Top of Entries provided

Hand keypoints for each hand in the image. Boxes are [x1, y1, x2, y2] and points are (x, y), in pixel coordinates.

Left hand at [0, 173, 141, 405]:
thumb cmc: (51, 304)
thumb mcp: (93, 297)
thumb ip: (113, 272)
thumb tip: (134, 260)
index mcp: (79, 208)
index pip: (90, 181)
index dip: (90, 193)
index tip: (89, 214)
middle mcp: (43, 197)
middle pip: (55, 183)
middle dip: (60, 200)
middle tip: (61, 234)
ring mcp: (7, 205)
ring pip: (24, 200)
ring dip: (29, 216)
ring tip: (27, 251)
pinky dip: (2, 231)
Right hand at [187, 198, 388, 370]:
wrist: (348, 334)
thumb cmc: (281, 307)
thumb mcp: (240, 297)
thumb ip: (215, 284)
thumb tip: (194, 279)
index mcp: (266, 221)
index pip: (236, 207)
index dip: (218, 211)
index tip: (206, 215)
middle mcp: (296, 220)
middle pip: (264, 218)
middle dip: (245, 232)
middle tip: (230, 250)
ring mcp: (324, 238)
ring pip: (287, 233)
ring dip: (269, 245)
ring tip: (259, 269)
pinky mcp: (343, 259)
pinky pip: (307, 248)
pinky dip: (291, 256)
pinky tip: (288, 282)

Bottom of Entries provided
Top of Entries provided

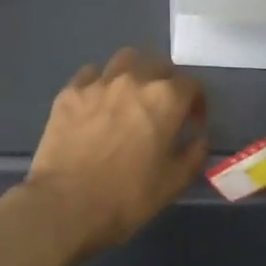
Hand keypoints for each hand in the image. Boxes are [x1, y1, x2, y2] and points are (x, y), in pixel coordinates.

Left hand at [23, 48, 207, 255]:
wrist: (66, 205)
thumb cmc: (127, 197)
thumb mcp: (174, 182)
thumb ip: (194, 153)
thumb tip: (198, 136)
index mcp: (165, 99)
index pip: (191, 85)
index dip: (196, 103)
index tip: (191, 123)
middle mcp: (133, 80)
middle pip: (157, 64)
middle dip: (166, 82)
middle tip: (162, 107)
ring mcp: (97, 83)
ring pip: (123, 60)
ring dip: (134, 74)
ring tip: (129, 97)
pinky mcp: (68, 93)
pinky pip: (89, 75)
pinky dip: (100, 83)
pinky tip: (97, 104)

Bottom of Entries provided

Instructions to follow
If a line of the listing contains the word "ring", count it; then give the total and nothing else.

Answer for this exercise
12